Prof. Makarand Tapaswi + Prof. Charu Sharma•Spring 2025-26•4 credits

Fill in the Blanks

Formulas, keywords, theorem statements.

Marr's one-line definition of vision is: 'to know ____ , by looking.'

The Three Rs of CV are Reorganisation, ____, and Reconstruction.

Smoothing kernels sum to 1; derivative (edge) kernels sum to ____.

The Gaussian filter is SEPARABLE → its 2D application costs $O (2 K)$ instead of $O(____)$ .

The Hough transform parameterises lines in polar form as $ρ = x cos θ + y sin θ$ to avoid the ____ problem of slope-intercept form.

The logistic-regression SGD update is $w \leftarrow w - \eta\,(____)\,x$ .

Kaiming init draws $w \sim \mathcal{N}(0, \, ____ \, / n_{\text{in}})$ to compensate for ReLU's half-zeroing.

F1 = 2PR/____ (harmonic mean of Precision and Recall).

Conv-layer parameters = $F \cdot (C_{\text{in}} \cdot ____ + 1)$ .

Receptive field of $L$ stacked $3 \times 3$ stride-1 convs = ____.

ResNet's residual gradient is $\partial y/\partial x = \partial F/\partial x + ____$ — the term that prevents vanishing.

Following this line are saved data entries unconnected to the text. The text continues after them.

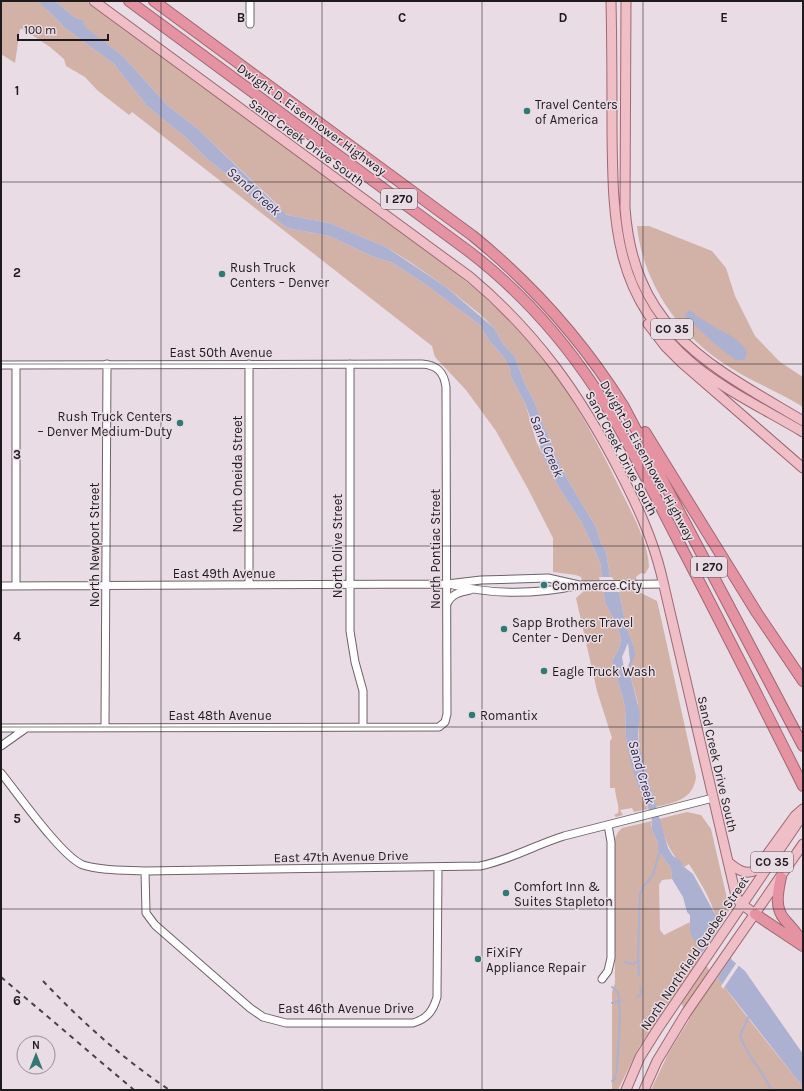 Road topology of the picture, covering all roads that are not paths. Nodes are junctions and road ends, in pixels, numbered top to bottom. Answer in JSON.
{"nodes":[{"id":1,"x":94,"y":1,"type":"edge"},
{"id":2,"x":130,"y":1,"type":"edge"},
{"id":3,"x":154,"y":1,"type":"edge"},
{"id":4,"x":250,"y":1,"type":"edge"},
{"id":5,"x":611,"y":1,"type":"edge"},
{"id":6,"x":626,"y":1,"type":"edge"},
{"id":7,"x":250,"y":24,"type":"dead end"},
{"id":8,"x":640,"y":301,"type":"junction"},
{"id":9,"x":16,"y":364,"type":"junction"},
{"id":10,"x":107,"y":364,"type":"junction"},
{"id":11,"x":249,"y":364,"type":"junction"},
{"id":12,"x":350,"y":364,"type":"junction"},
{"id":13,"x":1,"y":365,"type":"edge"},
{"id":14,"x":439,"y":369,"type":"joint"},
{"id":15,"x":613,"y":389,"type":"junction"},
{"id":16,"x":803,"y":421,"type":"edge"},
{"id":17,"x":803,"y":432,"type":"edge"},
{"id":18,"x":803,"y":468,"type":"edge"},
{"id":19,"x":447,"y":584,"type":"junction"},
{"id":20,"x":664,"y":584,"type":"junction"},
{"id":21,"x":249,"y":585,"type":"junction"},
{"id":22,"x":350,"y":585,"type":"junction"},
{"id":23,"x":579,"y":585,"type":"junction"},
{"id":24,"x":1,"y":586,"type":"edge"},
{"id":25,"x":16,"y":586,"type":"junction"},
{"id":26,"x":106,"y":586,"type":"junction"},
{"id":27,"x":470,"y":590,"type":"junction"},
{"id":28,"x":447,"y":606,"type":"junction"},
{"id":29,"x":803,"y":681,"type":"edge"},
{"id":30,"x":105,"y":727,"type":"junction"},
{"id":31,"x":363,"y":727,"type":"junction"},
{"id":32,"x":438,"y":727,"type":"joint"},
{"id":33,"x":1,"y":728,"type":"edge"},
{"id":34,"x":26,"y":728,"type":"junction"},
{"id":35,"x":1,"y":746,"type":"edge"},
{"id":36,"x":803,"y":746,"type":"edge"},
{"id":37,"x":1,"y":773,"type":"edge"},
{"id":38,"x":803,"y":786,"type":"edge"},
{"id":39,"x":713,"y":798,"type":"junction"},
{"id":40,"x":801,"y":814,"type":"edge"},
{"id":41,"x":608,"y":825,"type":"junction"},
{"id":42,"x":803,"y":844,"type":"edge"},
{"id":43,"x":728,"y":862,"type":"junction"},
{"id":44,"x":438,"y":867,"type":"junction"},
{"id":45,"x":145,"y":870,"type":"junction"},
{"id":46,"x":781,"y":877,"type":"junction"},
{"id":47,"x":742,"y":905,"type":"junction"},
{"id":48,"x":755,"y":914,"type":"junction"},
{"id":49,"x":803,"y":943,"type":"edge"},
{"id":50,"x":803,"y":946,"type":"edge"},
{"id":51,"x":602,"y":979,"type":"dead end"},
{"id":52,"x":626,"y":1090,"type":"edge"},
{"id":53,"x":644,"y":1090,"type":"edge"}],
"edges":[{"from":1,"to":20,"type":"main road","name":"Sand Creek Drive South"},
{"from":2,"to":38,"type":"highway","name":"Dwight D. Eisenhower Highway","number":"I 270"},
{"from":3,"to":15,"type":"highway","name":"Dwight D. Eisenhower Highway","number":"I 270"},
{"from":4,"to":7,"type":"street"},
{"from":5,"to":8,"type":"main road","number":"CO 35"},
{"from":6,"to":16,"type":"main road","number":"CO 35"},
{"from":8,"to":17,"type":"main road","number":"CO 35"},
{"from":8,"to":18,"type":"main road"},
{"from":9,"to":10,"type":"street","name":"East 50th Avenue"},
{"from":9,"to":13,"type":"street","name":"East 50th Avenue"},
{"from":9,"to":25,"type":"street"},
{"from":10,"to":11,"type":"street","name":"East 50th Avenue"},
{"from":10,"to":26,"type":"street","name":"North Newport Street"},
{"from":11,"to":12,"type":"street","name":"East 50th Avenue"},
{"from":11,"to":21,"type":"street","name":"North Oneida Street"},
{"from":12,"to":14,"type":"street","name":"East 50th Avenue"},
{"from":12,"to":22,"type":"street","name":"North Olive Street"},
{"from":14,"to":19,"type":"street","name":"North Pontiac Street"},
{"from":15,"to":29,"type":"highway"},
{"from":15,"to":36,"type":"highway","name":"Dwight D. Eisenhower Highway","number":"I 270"},
{"from":19,"to":22,"type":"street","name":"East 49th Avenue"},
{"from":19,"to":23,"type":"street","name":"East 49th Avenue"},
{"from":19,"to":27,"type":"street","name":"East 49th Avenue"},
{"from":19,"to":28,"type":"street","name":"North Pontiac Street"},
{"from":20,"to":23,"type":"street","name":"East 49th Avenue"},
{"from":20,"to":39,"type":"main road","name":"Sand Creek Drive South"},
{"from":21,"to":22,"type":"street","name":"East 49th Avenue"},
{"from":21,"to":26,"type":"street","name":"East 49th Avenue"},
{"from":22,"to":31,"type":"street","name":"North Olive Street"},
{"from":23,"to":27,"type":"street","name":"East 49th Avenue"},
{"from":24,"to":25,"type":"street","name":"East 49th Avenue"},
{"from":25,"to":26,"type":"street","name":"East 49th Avenue"},
{"from":26,"to":30,"type":"street","name":"North Newport Street"},
{"from":27,"to":28,"type":"street"},
{"from":28,"to":32,"type":"street","name":"North Pontiac Street"},
{"from":30,"to":31,"type":"street","name":"East 48th Avenue"},
{"from":30,"to":34,"type":"street","name":"East 48th Avenue"},
{"from":31,"to":32,"type":"street","name":"East 48th Avenue"},
{"from":33,"to":34,"type":"street","name":"East 48th Avenue"},
{"from":34,"to":35,"type":"street"},
{"from":37,"to":45,"type":"street","name":"East 47th Avenue Drive"},
{"from":39,"to":41,"type":"street","name":"East 47th Avenue Drive"},
{"from":39,"to":43,"type":"main road","name":"Sand Creek Drive South"},
{"from":40,"to":43,"type":"main road"},
{"from":40,"to":47,"type":"main road","name":"North Northfield Quebec Street","number":"CO 35"},
{"from":41,"to":44,"type":"street","name":"East 47th Avenue Drive"},
{"from":41,"to":51,"type":"street"},
{"from":42,"to":46,"type":"main road","name":"North Northfield Quebec Street","number":"CO 35"},
{"from":43,"to":47,"type":"main road","name":"Sand Creek Drive South"},
{"from":44,"to":45,"type":"street","name":"East 47th Avenue Drive"},
{"from":44,"to":45,"type":"street","name":"East 46th Avenue Drive"},
{"from":46,"to":48,"type":"main road","name":"North Northfield Quebec Street","number":"CO 35"},
{"from":46,"to":49,"type":"highway"},
{"from":47,"to":48,"type":"main road"},
{"from":47,"to":52,"type":"main road","name":"North Northfield Quebec Street","number":"CO 35"},
{"from":48,"to":50,"type":"highway"},
{"from":48,"to":53,"type":"main road","name":"North Northfield Quebec Street","number":"CO 35"}]} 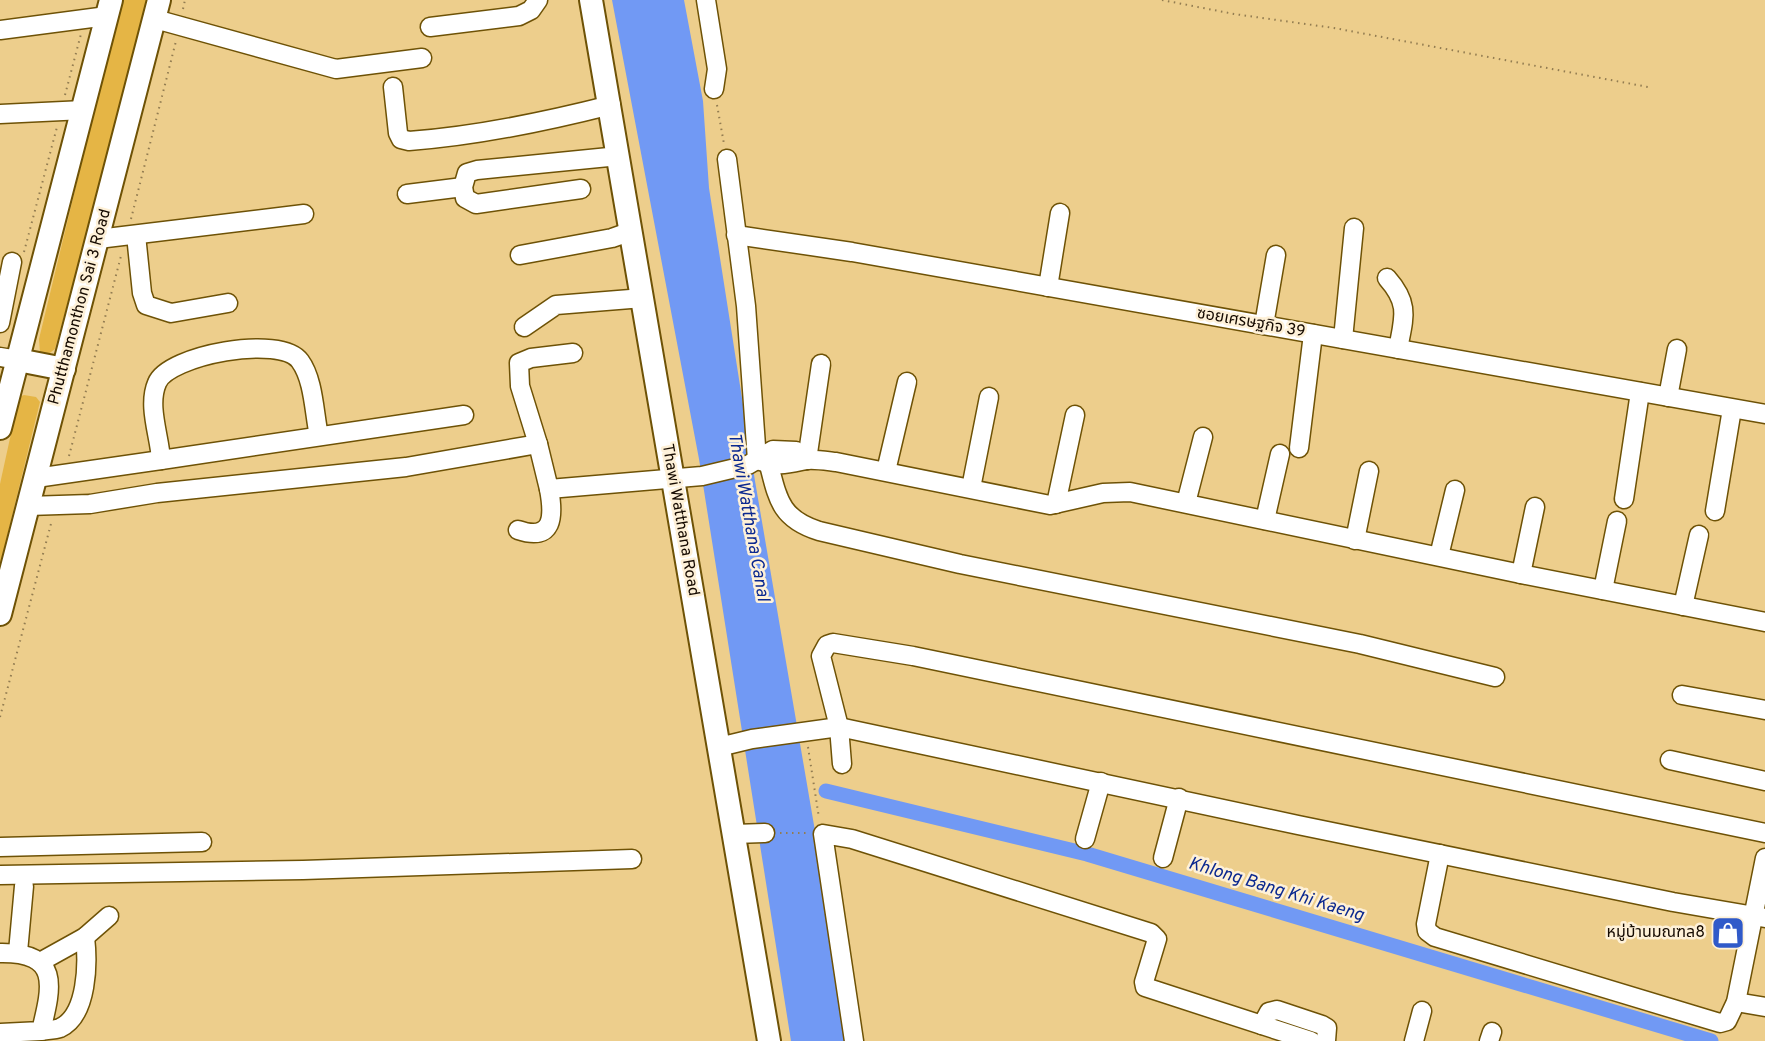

GIoU adds a penalty term proportional to the area of ____ that lies outside (A ∪ B).

Focal loss multiplies cross-entropy by (1 − p_t)^γ with γ ≈ ____.

Dice can be rewritten in terms of IoU as Dice = ____.

PCKh@0.5 normalises the distance threshold by ____.

PointNet's aggregation function is ____, chosen because it is symmetric (permutation invariant).

In 3DGS, the covariance is parameterised as Σ = ____.

Scaled dot-product attention divides QKᵀ by ____ to keep softmax in its non-saturated regime.

ViT-B/16 has approximately ____ million parameters.

BYOL prevents collapse via ____ on the target network plus a predictor head on the online network.

MAE masks ____% of patches, far more than BERT's 15%, because images are spatially redundant.

RoPE rotates the (q_{2i}, q_{2i+1}) pair by an angle proportional to ____.

In PaliGemma's Prefix-LM masking, image and prompt tokens use ____ attention while the answer suffix uses causal attention.

I3D inflates a 2D K×K filter into a 3D K×K×K filter by replicating along time and dividing by ____.